Deux ans après le phénomène Mommy (et après avoir réalisé un clip pour la Diva Adèle), Xavier Dolan arrive avec sa nouvelle œuvre, Juste la fin du Monde, un huis-clos adapté de la pièce de théâtre de Jean-Luc Lagarce. Tensions et tristesse sont au programme puisqu’il s’agit d’un homme venu annoncer à sa famille qu’il va bientôt mourir. Ambiance. le réalisateur s’est-il reposé sur ses lauriers ou a-t-il innové ? Réponses ici.
Juste le dernier Dolan
Et pas d’accent québécois à l’horizon puisque le casting de Juste la fin du Monde est 100% français – et accessoirement très bankable. Le protagoniste est incarné par Gaspard Ulliel (Saint Laurent), tout en chuchotement et discrétion. Il faut dire que Louis, son personnage, revient comme une fleur dans sa famille après 12 ans d’absence. Il marche sur des œufs, d’autant que l ‘objet de sa visite n’est pas des plus réjouissants.

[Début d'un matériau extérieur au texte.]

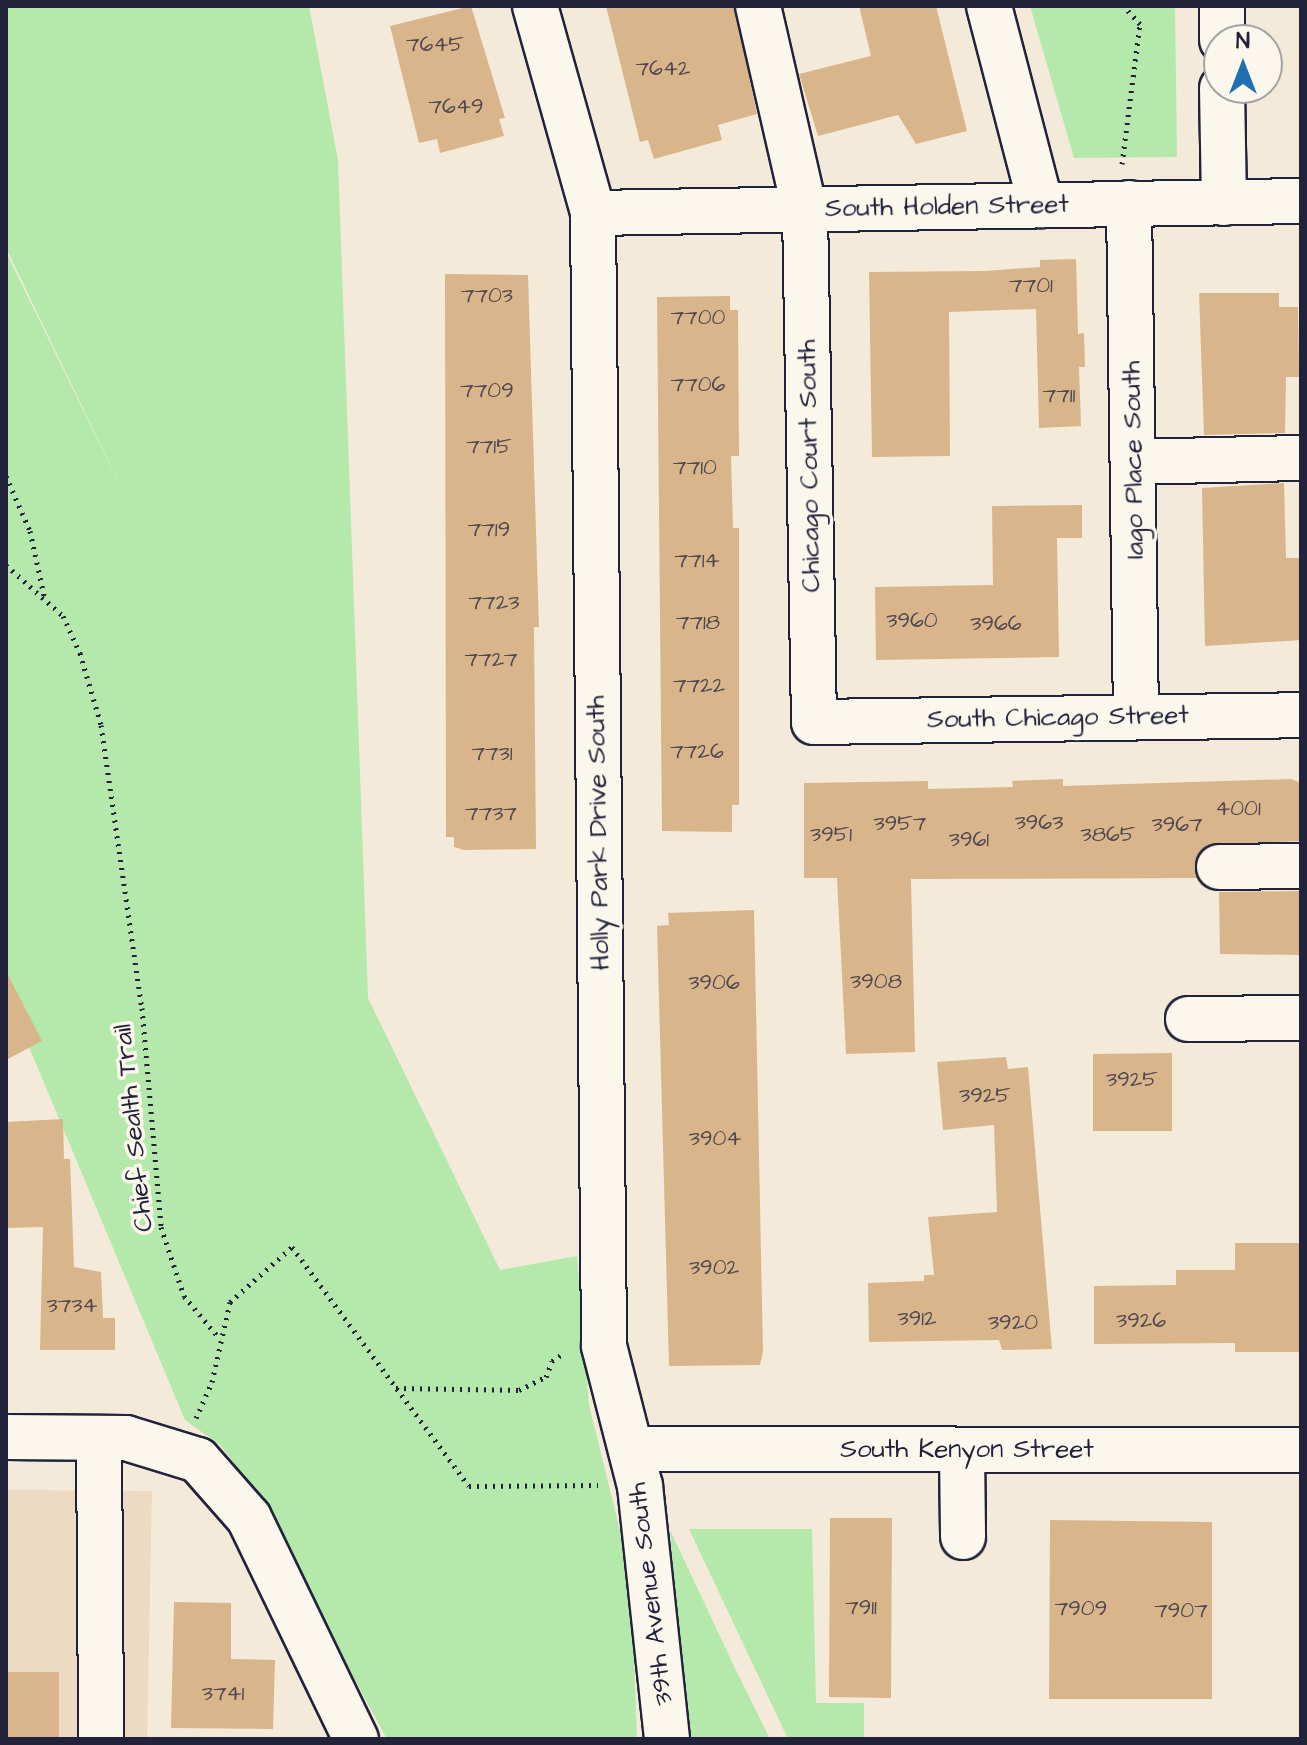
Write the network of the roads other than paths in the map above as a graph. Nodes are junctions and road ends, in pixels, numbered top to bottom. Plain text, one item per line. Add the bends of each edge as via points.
1 (535, 6) edge
2 (758, 6) edge
3 (989, 6) edge
4 (1222, 104) edge
5 (1126, 184) junction
6 (1301, 201) edge
7 (1224, 203) junction
8 (1041, 205) junction
9 (805, 211) junction
10 (593, 213) junction
11 (1301, 458) edge
12 (1134, 462) junction
13 (1301, 715) edge
14 (1136, 717) junction
15 (814, 722) joint
16 (1301, 866) edge
17 (1219, 867) dead end
18 (1301, 1018) edge
19 (1188, 1019) dead end
20 (6, 1437) edge
21 (99, 1438) junction
22 (1301, 1450) edge
23 (962, 1451) junction
24 (622, 1467) junction
25 (963, 1537) dead end
26 (101, 1739) edge
27 (356, 1739) edge
28 (667, 1739) edge

1 - 10 street
2 - 9 street, Chicago Court South
3 - 8 street
4 - 7 street
5 - 7 street, South Holden Street
5 - 8 street, South Holden Street
5 - 12 street, Iago Place South
6 - 7 street, South Holden Street
8 - 9 street, South Holden Street
9 - 10 street, South Holden Street
9 - 15 street, Chicago Court South
10 - 24 street, Holly Park Drive South via 604,1346
11 - 12 street
12 - 14 street, Iago Place South
13 - 14 street, South Chicago Street
14 - 15 street, South Chicago Street
16 - 17 street
18 - 19 street
20 - 21 street
21 - 26 street
21 - 27 street via 197,1445 249,1518
22 - 23 street, South Kenyon Street
23 - 24 street, South Kenyon Street
23 - 25 street
24 - 28 street, 39th Avenue South via 658,1625

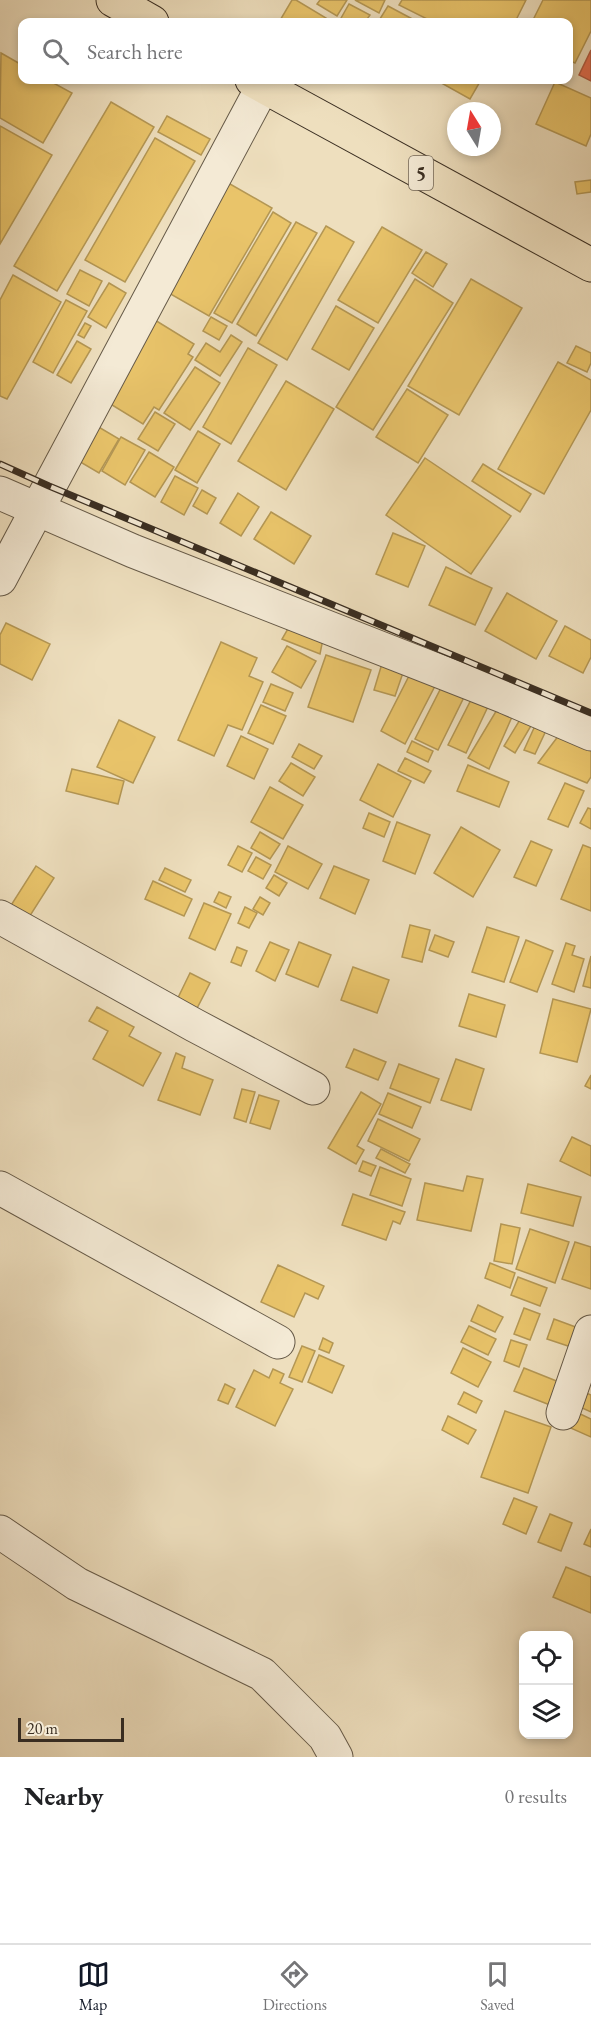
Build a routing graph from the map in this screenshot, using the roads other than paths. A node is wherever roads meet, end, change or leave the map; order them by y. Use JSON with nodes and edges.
{"nodes":[{"id":1,"x":113,"y":0,"type":"edge"},
{"id":2,"x":145,"y":18,"type":"edge"},
{"id":3,"x":256,"y":84,"type":"edge"},
{"id":4,"x":259,"y":84,"type":"edge"},
{"id":5,"x":591,"y":265,"type":"edge"},
{"id":6,"x":0,"y":493,"type":"edge"},
{"id":7,"x":36,"y":510,"type":"junction"},
{"id":8,"x":0,"y":579,"type":"edge"},
{"id":9,"x":591,"y":734,"type":"edge"},
{"id":10,"x":0,"y":917,"type":"edge"},
{"id":11,"x":313,"y":1088,"type":"dead end"},
{"id":12,"x":0,"y":1188,"type":"edge"},
{"id":13,"x":591,"y":1332,"type":"edge"},
{"id":14,"x":278,"y":1342,"type":"dead end"},
{"id":15,"x":563,"y":1413,"type":"dead end"},
{"id":16,"x":0,"y":1532,"type":"edge"},
{"id":17,"x":336,"y":1757,"type":"edge"}],
"edges":[{"from":1,"to":2,"type":"highway"},
{"from":3,"to":7,"type":"street"},
{"from":4,"to":5,"type":"highway","number":"5"},
{"from":6,"to":7,"type":"street"},
{"from":7,"to":8,"type":"street"},
{"from":7,"to":9,"type":"street"},
{"from":10,"to":11,"type":"street"},
{"from":12,"to":14,"type":"street"},
{"from":13,"to":15,"type":"street"},
{"from":16,"to":17,"type":"street"}]}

Autour de lui s’agitent des personnages hauts en couleur, notamment la mère, interprétée par Nathalie Baye (La Volante), qui remue les vieux souvenirs et s’évertue, entre l’apéro et le café, à maintenir un semblant d’harmonie dans cette famille éclatée. Antoine (Vincent Cassel, Mon Roi), le frère aîné de Louis est plein de colère et d’agressivité. A tel point qu’il est irréel. Oui, j’adore Vincent Cassel mais là, je l’ai trouvé excessif. Suzanne, la petite sœur, est un peu perdue mais voudrait admirer ce frère qu’elle ne connaît finalement pas. Celle qui surprend le plus, c’est Marion Cotillard, aux antipodes de ses rôles habituels. Elle incarne ici une épouse soumise, peu sûre d’elle et s’exprimant avec difficulté. Bon, elle est aussi très énervante du coup, à bafouiller, mais je lui pardonne.
On étouffe !
Adaptation d’une pièce de théâtre, Juste la fin du Monde met le paquet sur les visages et les expressions des acteurs. C’est assez déroutant et dérangeant mais surtout c’est une prise de risque de la part de Dolan. Les gros plans donnent l’impression d’une invasion des acteurs dans notre espace et cela vient appuyer l’atmosphère étouffante de ce huis-clos.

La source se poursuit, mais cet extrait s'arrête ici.